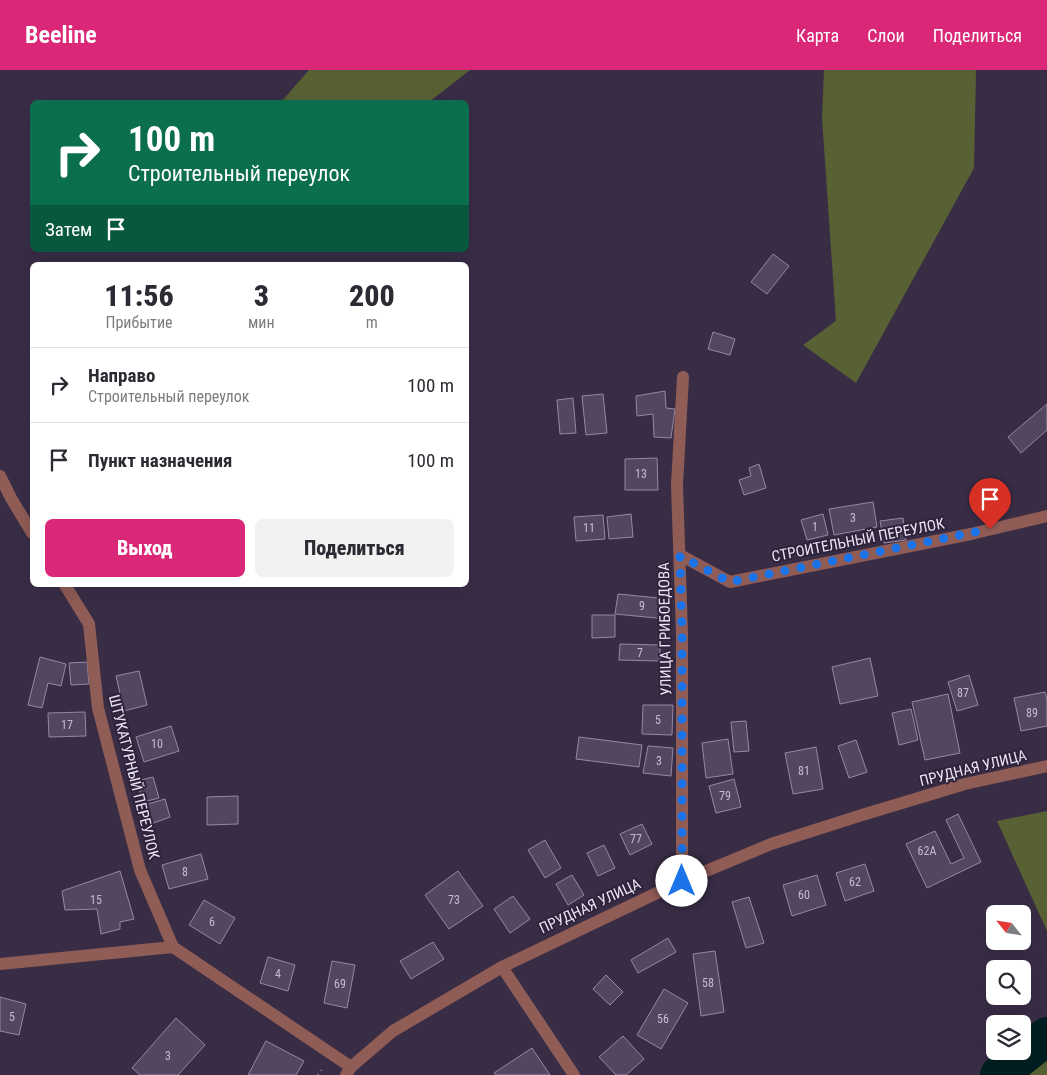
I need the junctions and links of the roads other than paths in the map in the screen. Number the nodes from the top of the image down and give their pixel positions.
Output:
1 (683, 377) dead end
2 (0, 476) edge
3 (1047, 516) edge
4 (30, 530) edge
5 (680, 556) junction
6 (66, 587) edge
7 (1047, 766) edge
8 (682, 881) junction
9 (173, 948) junction
10 (0, 964) edge
11 (502, 967) junction
12 (348, 1071) edge
13 (574, 1075) edge

1 - 5 street, УЛИЦА ГРИБОЕДОВА
2 - 4 street
3 - 5 street, СТРОИТЕЛЬНЫЙ ПЕРЕУЛОК
5 - 8 street, УЛИЦА ГРИБОЕДОВА
6 - 9 street, ШТУКАТУРНЫЙ ПЕРЕУЛОК
7 - 8 street, ПРУДНАЯ УЛИЦА
8 - 11 street, ПРУДНАЯ УЛИЦА
9 - 10 street
9 - 12 street
11 - 12 street, ПРУДНАЯ УЛИЦА
11 - 13 street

**********

#### WHAT YOU SHOULD DO
Set the entries down exactly, but not the pictures.

#### EXPECTED ANSWER
I need the junctions and links of the roads other than paths in the map in the screen. Number the nodes from the top of the image down and give their pixel positions.
Output:
1 (683, 377) dead end
2 (0, 476) edge
3 (1047, 516) edge
4 (30, 530) edge
5 (680, 556) junction
6 (66, 587) edge
7 (1047, 766) edge
8 (682, 881) junction
9 (173, 948) junction
10 (0, 964) edge
11 (502, 967) junction
12 (348, 1071) edge
13 (574, 1075) edge

1 - 5 street, УЛИЦА ГРИБОЕДОВА
2 - 4 street
3 - 5 street, СТРОИТЕЛЬНЫЙ ПЕРЕУЛОК
5 - 8 street, УЛИЦА ГРИБОЕДОВА
6 - 9 street, ШТУКАТУРНЫЙ ПЕРЕУЛОК
7 - 8 street, ПРУДНАЯ УЛИЦА
8 - 11 street, ПРУДНАЯ УЛИЦА
9 - 10 street
9 - 12 street
11 - 12 street, ПРУДНАЯ УЛИЦА
11 - 13 street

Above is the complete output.